_DATA EXTRACT_.
%%
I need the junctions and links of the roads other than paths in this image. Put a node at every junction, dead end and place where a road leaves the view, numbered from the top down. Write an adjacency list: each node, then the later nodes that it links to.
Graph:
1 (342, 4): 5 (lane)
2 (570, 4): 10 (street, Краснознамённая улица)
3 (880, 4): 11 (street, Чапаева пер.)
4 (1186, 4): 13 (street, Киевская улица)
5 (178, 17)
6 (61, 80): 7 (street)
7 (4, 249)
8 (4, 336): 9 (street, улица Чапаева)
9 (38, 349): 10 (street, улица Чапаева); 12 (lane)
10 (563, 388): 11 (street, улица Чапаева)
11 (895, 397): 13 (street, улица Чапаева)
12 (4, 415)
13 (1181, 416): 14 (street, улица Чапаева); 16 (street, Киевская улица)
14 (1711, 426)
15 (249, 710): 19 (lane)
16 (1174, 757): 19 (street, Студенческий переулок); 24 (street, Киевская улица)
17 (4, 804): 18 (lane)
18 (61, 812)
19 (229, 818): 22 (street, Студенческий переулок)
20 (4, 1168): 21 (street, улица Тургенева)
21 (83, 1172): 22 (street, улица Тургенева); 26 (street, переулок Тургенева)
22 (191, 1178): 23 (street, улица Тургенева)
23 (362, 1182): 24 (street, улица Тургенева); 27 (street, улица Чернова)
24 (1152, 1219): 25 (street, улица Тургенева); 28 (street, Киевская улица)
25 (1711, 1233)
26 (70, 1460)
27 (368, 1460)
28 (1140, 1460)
%%
_WHAT YOU WILL DO_.
Would you output every line of the listing exactly?

_REPLY TO THE EXERCISE_.
I need the junctions and links of the roads other than paths in this image. Put a node at every junction, dead end and place where a road leaves the view, numbered from the top down. Write an adjacency list: each node, then the later nodes that it links to.
Graph:
1 (342, 4): 5 (lane)
2 (570, 4): 10 (street, Краснознамённая улица)
3 (880, 4): 11 (street, Чапаева пер.)
4 (1186, 4): 13 (street, Киевская улица)
5 (178, 17)
6 (61, 80): 7 (street)
7 (4, 249)
8 (4, 336): 9 (street, улица Чапаева)
9 (38, 349): 10 (street, улица Чапаева); 12 (lane)
10 (563, 388): 11 (street, улица Чапаева)
11 (895, 397): 13 (street, улица Чапаева)
12 (4, 415)
13 (1181, 416): 14 (street, улица Чапаева); 16 (street, Киевская улица)
14 (1711, 426)
15 (249, 710): 19 (lane)
16 (1174, 757): 19 (street, Студенческий переулок); 24 (street, Киевская улица)
17 (4, 804): 18 (lane)
18 (61, 812)
19 (229, 818): 22 (street, Студенческий переулок)
20 (4, 1168): 21 (street, улица Тургенева)
21 (83, 1172): 22 (street, улица Тургенева); 26 (street, переулок Тургенева)
22 (191, 1178): 23 (street, улица Тургенева)
23 (362, 1182): 24 (street, улица Тургенева); 27 (street, улица Чернова)
24 (1152, 1219): 25 (street, улица Тургенева); 28 (street, Киевская улица)
25 (1711, 1233)
26 (70, 1460)
27 (368, 1460)
28 (1140, 1460)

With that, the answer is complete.